New NAIA hub hits snag over PAL, Pagcor row
Flag carrier Philippine Airlines found itself on the defensive yesterday, insisting that a lease deal it signed for a 10-hectare parcel of land in Manila’s Ninoy Aquino International Airport complex in 2014 was “valid and binding” after Philippine Amusement and Gaming Corp. (Pagcor) called for a review.
The issue is part of an emerging row between PAL and the gaming regulator. It comes a week after PAL announced plans to lease additional land from Pagcor around the country’s main air gateway, on which it would build a P20-billion passenger terminal to help address congestion.

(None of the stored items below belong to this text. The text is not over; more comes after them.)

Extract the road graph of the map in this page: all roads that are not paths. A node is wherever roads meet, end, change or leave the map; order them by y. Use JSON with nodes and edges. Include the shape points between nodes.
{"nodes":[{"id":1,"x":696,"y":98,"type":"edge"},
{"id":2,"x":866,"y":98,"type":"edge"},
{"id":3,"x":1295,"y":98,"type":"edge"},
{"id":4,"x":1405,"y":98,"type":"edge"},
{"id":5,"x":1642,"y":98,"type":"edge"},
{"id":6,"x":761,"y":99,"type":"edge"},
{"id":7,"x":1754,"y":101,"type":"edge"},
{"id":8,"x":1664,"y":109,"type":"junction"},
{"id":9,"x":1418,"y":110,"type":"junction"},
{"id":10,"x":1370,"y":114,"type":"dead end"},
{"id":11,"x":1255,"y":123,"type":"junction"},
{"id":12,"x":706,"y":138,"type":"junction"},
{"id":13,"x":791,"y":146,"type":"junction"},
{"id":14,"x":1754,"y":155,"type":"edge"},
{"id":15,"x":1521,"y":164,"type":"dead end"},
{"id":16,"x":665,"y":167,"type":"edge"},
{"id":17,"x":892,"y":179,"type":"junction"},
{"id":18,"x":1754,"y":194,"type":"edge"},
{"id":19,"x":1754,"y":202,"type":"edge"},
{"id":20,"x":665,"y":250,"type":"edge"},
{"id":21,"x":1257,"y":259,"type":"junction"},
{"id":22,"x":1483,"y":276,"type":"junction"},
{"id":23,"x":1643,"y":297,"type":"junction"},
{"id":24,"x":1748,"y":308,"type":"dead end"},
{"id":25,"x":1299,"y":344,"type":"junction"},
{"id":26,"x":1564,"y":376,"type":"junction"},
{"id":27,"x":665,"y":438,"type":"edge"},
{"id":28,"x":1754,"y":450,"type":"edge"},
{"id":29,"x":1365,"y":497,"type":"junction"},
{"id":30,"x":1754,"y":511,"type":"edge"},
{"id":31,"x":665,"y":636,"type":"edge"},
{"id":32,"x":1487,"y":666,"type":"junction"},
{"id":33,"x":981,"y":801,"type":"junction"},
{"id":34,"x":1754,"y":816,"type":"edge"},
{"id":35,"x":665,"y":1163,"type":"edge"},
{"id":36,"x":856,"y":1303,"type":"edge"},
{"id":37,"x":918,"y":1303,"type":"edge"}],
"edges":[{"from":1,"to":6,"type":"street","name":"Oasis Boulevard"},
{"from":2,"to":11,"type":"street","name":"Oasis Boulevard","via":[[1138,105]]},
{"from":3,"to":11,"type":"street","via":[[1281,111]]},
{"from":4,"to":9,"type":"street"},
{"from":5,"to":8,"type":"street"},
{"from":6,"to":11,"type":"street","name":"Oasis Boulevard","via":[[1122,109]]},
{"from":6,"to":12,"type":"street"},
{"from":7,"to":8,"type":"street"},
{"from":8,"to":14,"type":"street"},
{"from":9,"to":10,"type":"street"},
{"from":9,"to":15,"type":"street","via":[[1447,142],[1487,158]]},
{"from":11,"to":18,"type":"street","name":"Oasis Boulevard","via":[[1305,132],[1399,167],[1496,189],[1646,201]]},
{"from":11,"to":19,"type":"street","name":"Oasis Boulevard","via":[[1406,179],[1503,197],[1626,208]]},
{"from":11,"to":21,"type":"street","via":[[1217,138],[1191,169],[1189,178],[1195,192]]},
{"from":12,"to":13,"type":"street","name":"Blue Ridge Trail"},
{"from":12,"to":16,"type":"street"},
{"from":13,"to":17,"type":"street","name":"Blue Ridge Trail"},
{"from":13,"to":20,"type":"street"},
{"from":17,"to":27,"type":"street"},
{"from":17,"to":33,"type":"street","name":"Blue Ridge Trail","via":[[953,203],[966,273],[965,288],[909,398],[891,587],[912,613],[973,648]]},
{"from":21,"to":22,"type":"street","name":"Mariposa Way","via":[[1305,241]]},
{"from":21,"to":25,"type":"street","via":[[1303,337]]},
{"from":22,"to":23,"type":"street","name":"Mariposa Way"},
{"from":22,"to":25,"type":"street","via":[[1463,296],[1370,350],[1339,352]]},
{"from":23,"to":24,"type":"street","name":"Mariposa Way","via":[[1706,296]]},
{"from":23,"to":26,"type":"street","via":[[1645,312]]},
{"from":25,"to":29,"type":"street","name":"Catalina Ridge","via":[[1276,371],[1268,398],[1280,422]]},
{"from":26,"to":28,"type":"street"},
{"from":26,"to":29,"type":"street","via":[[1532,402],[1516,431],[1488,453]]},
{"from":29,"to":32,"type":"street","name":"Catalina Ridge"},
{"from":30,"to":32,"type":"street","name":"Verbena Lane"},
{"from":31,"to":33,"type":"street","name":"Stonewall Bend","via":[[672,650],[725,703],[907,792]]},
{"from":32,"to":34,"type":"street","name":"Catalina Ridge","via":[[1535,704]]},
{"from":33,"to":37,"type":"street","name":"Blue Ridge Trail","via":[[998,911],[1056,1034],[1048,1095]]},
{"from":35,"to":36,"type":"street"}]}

“The existing contract between PAL and Pagcor is legal, valid and binding based on the terms negotiated and finalized by both parties three years ago,” PAL said in a statement. The flag carrier, controlled by taipan Lucio Tan, said it expected Pagcor to respect the terms of the deal.
The contract between PAL and Pagcor was signed in 2014—under the previous administration—while PAL was still under the management of San Miguel Corp.

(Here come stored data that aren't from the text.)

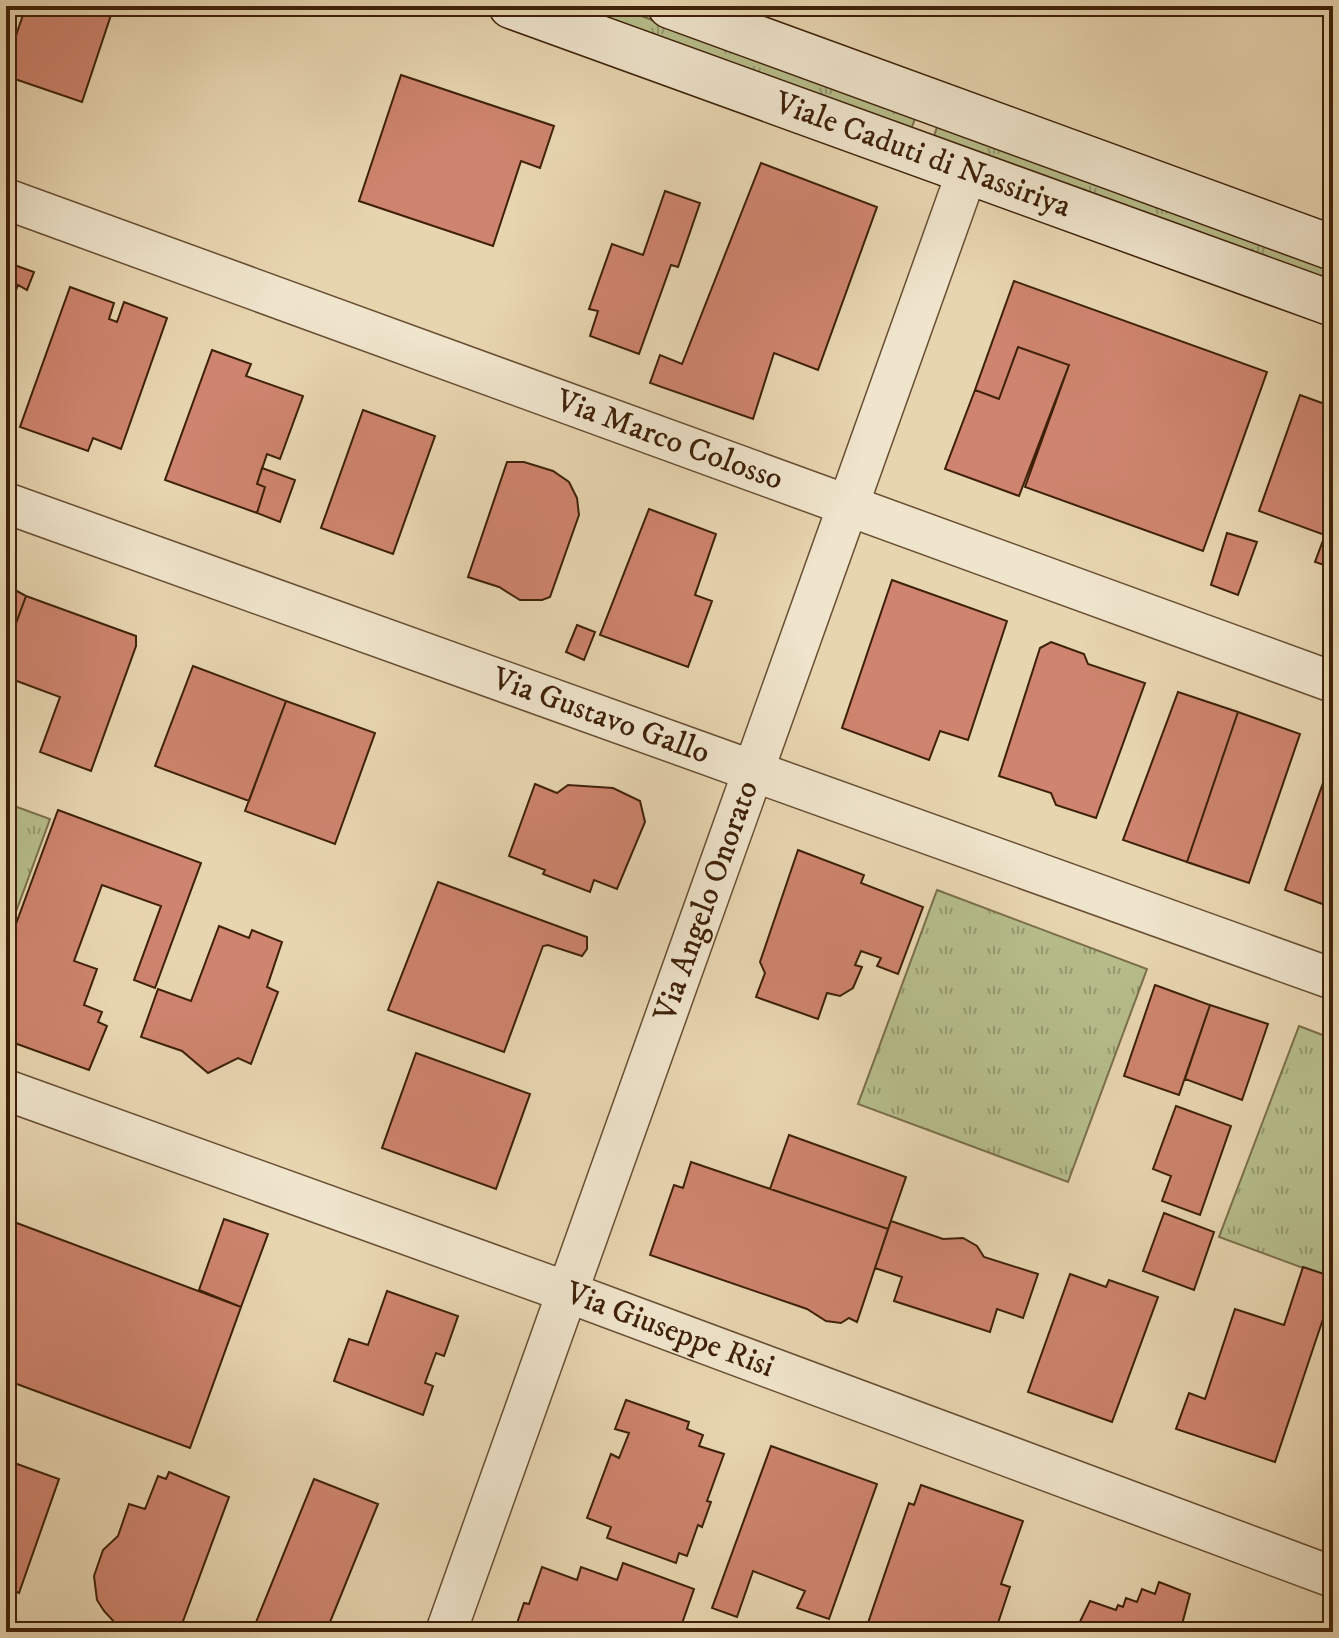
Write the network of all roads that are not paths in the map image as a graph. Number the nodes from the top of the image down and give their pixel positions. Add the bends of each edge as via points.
1 (511, 6) edge
2 (670, 6) edge
3 (967, 172) junction
4 (6, 199) edge
5 (1333, 248) edge
6 (1333, 304) edge
7 (6, 503) edge
8 (848, 506) junction
9 (1333, 682) edge
10 (753, 771) junction
11 (1333, 979) edge
12 (6, 1090) edge
13 (567, 1292) junction
14 (1333, 1577) edge
15 (446, 1632) edge

1 - 3 main road, Viale Caduti di Nassiriya
2 - 5 main road, Viale Caduti di Nassiriya
3 - 6 main road, Viale Caduti di Nassiriya
3 - 8 street, Via Angelo Onorato
4 - 8 street, Via Marco Colosso
7 - 10 street, Via Gustavo Gallo
8 - 9 street, Via Marco Colosso
8 - 10 street, Via Angelo Onorato
10 - 11 street, Via Gustavo Gallo
10 - 13 street, Via Angelo Onorato
12 - 13 street, Via Giuseppe Risi
13 - 14 street, Via Giuseppe Risi
13 - 15 street, Via Angelo Onorato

Among the issues raised by Pagcor, whose leadership changed when the Duterte administration took over in July 2016, was the P40-per-square-meter lease fee, which it said was “grossly disadvantageous to the government.” The lease deal will expire in 2033.
Pagcor, in a statement, said it had requested an opinion from the Office of the Solicitor General on the matter. Just days prior, PAL said it wanted to lease an additional 16 hectares—the site of the old Nayong Pilipino complex—for a new terminal.

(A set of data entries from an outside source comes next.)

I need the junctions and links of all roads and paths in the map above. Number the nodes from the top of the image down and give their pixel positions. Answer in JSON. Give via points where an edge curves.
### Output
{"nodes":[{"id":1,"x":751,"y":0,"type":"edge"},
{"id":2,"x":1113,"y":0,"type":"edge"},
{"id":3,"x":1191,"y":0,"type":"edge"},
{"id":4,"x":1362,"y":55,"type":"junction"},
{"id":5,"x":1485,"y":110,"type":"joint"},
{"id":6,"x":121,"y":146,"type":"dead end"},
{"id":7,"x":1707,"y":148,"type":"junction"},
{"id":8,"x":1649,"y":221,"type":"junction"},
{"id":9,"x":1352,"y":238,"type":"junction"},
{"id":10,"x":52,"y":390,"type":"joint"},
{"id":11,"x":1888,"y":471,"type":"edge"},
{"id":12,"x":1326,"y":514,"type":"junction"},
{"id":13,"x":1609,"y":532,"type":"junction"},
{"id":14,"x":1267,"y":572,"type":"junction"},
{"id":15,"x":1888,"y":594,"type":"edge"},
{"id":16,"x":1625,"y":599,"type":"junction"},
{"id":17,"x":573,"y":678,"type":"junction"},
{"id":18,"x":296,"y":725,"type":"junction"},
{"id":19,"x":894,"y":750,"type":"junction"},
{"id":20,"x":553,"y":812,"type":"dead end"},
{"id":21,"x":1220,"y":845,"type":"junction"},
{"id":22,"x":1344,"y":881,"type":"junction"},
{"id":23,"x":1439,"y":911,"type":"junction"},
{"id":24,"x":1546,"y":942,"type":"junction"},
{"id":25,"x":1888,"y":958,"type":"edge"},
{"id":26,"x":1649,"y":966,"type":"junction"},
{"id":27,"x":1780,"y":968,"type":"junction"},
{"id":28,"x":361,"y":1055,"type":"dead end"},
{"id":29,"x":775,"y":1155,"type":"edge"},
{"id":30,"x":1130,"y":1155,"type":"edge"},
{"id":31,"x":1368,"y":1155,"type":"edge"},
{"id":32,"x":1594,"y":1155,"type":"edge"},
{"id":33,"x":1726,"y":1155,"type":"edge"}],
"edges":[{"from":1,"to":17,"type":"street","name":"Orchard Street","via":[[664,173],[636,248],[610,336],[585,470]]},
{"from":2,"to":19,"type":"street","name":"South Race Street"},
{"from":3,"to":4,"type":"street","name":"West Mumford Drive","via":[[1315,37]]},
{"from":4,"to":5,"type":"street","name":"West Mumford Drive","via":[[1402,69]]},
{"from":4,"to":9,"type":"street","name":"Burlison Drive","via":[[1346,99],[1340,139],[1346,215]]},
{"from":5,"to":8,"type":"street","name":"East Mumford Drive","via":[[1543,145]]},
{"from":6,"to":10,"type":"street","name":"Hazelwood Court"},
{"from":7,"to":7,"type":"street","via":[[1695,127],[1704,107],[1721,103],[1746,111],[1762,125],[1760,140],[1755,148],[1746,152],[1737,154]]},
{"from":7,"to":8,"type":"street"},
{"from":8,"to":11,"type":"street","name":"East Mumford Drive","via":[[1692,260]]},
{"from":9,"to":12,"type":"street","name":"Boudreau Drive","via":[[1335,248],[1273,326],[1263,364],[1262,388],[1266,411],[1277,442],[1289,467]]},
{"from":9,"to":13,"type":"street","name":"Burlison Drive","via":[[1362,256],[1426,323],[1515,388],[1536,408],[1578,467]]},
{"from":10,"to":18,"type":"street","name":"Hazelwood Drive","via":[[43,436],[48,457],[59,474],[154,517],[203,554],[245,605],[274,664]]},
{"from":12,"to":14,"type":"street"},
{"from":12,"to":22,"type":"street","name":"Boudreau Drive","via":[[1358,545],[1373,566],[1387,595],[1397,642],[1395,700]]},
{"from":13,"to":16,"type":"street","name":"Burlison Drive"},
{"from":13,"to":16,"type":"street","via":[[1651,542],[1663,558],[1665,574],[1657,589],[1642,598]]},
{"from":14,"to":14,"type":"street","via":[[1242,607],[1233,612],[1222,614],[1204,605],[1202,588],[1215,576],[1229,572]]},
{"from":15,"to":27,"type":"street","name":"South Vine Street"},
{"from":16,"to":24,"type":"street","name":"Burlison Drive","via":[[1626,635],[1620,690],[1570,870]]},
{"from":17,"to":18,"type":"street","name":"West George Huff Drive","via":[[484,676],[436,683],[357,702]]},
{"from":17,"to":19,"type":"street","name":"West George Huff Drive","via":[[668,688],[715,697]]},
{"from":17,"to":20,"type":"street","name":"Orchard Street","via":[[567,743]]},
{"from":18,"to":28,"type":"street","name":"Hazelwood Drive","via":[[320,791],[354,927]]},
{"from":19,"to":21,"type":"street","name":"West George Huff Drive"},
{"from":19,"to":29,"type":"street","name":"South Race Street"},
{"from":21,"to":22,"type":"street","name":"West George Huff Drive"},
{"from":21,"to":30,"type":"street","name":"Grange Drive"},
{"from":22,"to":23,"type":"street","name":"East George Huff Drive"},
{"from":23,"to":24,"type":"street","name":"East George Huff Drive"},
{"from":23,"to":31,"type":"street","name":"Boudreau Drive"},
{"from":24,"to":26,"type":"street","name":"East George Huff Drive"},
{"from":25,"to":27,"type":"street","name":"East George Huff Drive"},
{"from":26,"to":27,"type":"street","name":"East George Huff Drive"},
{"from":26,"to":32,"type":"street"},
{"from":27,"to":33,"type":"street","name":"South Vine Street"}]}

PAL leased the property to house its growing fleet, saying the land would be used for aircraft parking and as an apron facility. It can use the property for other purposes with “prior written consent from Pagcor.”
“PAL recognizes the role of Pagcor and reiterates its willingness to engage with Pagcor and other stakeholders in pursuit of its goal to work with government in building, developing, enhancing and upgrading airport infrastructure,” PAL said.
PAL also debunked Pagcor’s stance that it was “not yet the absolute and registered owner” of the property.
“Pagcor carried out succeeding actions in line with its authority as owner of the leased premises such as acceptance of PAL’s initial payments, permission to conduct tests, and issuance of statement of account,” PAL added.
Citing its contract, PAL said: “Pagcor covenants and warrants it is the lawful owner of the leased premises; that is free from all encumbrances; that it has a right and has been duly authorized to lease the same as aforesaid and that it will warrant and defend the same against the lawful claims and demands of all persons.”
Pagcor said it acquired the land from the Philippine Reclamation Authority in 2009 after entering into a “contract to sell” agreement.
PAL and Pagcor officials did not immediately respond to requests for additional comments on Thursday.